Round 10: Virtualization and scalability

_images/narrow-wide-dep.png

(Narrow and wide dependencies between partitioned datasets.)

Learning objectives

In this round you will learn …

  • … that computing resources are an available-on-demand, low-cost, bulk commodity

  • … that easy programming abstractions exist to enable scalability to

    • warehouse-scale computers (WSCs) with tens of thousands of nodes, and

    • extremely large, distributed datasets

  • … that WSCs form the infrastructure that implements basic services on the Internet

  • … that large-scale infrastructure routinely experiences hardware failures

    • failures that happen during a computation are too laborious to correct manually

    • the programming abstractions must be resilient to failures (fault-tolerant)
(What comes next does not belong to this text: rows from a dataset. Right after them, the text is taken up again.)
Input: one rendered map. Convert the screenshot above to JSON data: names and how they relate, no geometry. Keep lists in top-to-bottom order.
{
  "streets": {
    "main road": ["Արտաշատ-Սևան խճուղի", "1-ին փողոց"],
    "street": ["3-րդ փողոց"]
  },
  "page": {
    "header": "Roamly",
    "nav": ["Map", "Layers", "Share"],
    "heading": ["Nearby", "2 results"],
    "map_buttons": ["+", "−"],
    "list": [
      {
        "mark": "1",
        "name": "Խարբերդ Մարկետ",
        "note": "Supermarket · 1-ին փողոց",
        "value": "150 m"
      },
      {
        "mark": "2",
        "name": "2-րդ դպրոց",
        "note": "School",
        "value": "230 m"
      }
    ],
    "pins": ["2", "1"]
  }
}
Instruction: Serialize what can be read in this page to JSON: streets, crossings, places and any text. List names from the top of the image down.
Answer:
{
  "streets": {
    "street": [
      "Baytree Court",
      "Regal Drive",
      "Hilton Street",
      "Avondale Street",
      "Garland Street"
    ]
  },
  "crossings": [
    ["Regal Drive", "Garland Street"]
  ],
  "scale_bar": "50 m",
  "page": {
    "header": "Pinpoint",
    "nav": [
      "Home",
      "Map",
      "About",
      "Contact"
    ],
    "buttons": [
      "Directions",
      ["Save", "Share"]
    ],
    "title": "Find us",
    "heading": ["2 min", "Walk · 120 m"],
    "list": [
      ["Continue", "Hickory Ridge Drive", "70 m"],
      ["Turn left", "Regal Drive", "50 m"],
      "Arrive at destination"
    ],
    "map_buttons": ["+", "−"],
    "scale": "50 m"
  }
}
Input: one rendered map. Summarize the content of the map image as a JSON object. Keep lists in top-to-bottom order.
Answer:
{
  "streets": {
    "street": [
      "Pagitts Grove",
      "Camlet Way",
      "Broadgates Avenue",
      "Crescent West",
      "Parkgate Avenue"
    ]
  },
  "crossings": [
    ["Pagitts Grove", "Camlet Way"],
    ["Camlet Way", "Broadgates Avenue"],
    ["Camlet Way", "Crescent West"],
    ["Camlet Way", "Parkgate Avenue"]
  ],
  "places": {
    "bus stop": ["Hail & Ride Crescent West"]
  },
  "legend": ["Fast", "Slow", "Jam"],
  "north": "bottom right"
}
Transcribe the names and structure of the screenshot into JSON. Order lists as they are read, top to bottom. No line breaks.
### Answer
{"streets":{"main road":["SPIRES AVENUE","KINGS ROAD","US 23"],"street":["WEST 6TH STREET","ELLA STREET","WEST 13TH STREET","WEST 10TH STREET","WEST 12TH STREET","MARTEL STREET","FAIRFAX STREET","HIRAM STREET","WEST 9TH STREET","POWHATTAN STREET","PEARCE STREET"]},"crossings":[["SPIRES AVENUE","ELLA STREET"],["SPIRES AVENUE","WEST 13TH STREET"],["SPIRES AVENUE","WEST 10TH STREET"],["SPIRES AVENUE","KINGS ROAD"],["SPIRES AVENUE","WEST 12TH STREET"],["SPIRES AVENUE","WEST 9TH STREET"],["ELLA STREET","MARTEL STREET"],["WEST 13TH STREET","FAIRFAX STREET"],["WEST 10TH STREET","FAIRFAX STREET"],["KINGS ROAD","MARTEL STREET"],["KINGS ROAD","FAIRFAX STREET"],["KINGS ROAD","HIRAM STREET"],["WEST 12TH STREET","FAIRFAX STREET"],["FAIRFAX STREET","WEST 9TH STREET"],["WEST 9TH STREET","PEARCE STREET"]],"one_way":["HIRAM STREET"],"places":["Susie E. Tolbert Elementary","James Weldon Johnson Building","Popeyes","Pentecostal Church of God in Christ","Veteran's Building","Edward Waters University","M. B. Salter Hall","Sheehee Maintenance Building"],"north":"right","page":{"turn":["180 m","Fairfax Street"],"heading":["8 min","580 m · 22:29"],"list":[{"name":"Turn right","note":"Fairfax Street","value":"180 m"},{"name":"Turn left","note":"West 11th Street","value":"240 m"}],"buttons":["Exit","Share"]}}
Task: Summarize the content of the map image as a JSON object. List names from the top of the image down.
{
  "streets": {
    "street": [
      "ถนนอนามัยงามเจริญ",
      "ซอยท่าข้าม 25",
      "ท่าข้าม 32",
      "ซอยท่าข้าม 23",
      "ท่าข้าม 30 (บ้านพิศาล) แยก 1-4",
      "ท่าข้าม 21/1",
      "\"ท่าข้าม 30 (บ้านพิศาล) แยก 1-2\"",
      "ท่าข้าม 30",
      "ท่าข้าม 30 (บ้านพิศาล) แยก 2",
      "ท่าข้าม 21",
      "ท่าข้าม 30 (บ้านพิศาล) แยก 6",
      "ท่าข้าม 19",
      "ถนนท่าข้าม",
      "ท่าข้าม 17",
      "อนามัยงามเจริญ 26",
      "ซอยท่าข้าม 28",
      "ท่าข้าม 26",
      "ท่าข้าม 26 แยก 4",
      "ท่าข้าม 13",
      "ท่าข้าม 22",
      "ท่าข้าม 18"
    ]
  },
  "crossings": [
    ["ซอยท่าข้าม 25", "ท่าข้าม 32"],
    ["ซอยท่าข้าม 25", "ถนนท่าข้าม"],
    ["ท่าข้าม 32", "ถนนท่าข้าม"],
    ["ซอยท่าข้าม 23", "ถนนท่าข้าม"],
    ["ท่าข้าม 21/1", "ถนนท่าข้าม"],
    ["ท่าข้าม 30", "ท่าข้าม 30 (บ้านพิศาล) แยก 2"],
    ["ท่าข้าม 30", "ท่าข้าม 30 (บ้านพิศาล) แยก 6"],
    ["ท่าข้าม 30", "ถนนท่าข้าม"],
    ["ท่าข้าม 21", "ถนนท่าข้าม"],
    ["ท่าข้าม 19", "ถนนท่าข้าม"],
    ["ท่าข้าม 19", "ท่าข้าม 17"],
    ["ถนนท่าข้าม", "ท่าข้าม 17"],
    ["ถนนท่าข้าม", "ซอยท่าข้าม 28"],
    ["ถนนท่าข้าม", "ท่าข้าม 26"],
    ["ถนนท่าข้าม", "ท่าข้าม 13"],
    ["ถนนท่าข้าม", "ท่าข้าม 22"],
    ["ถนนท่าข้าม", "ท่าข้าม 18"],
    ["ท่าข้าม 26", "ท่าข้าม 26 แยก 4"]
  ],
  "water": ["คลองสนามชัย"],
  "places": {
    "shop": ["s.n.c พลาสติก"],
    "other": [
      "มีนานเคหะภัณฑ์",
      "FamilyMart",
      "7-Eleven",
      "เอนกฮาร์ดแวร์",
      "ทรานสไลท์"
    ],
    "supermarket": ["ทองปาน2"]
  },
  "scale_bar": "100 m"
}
  • … that functional programming scales up and provides resiliency

    • a resilient distributed dataset (RDD) is a collection that is partitioned across the nodes of a cluster

    • an RDD can be transformed using standard primitives (map, filter, reduce, group, join, …) on collections to yield a new RDD

    • a dependency DAG on RDDs enables transparent recovery from failures by recomputation

  • … to work with RDDs as implemented in the Apache Spark system

  • … that efficiency is obtained by paying attention to (*)

    • partitioning of each RDD across cluster nodes, (*)

    • persisting (caching) each RDD in main memory at the nodes, and (*)

    • dependencies between parts of RDDs in a compound transformation (*)

(Material that is marked with one or more asterisks (*) is good-to-know, but not critical to solving the exercises or passing the course.)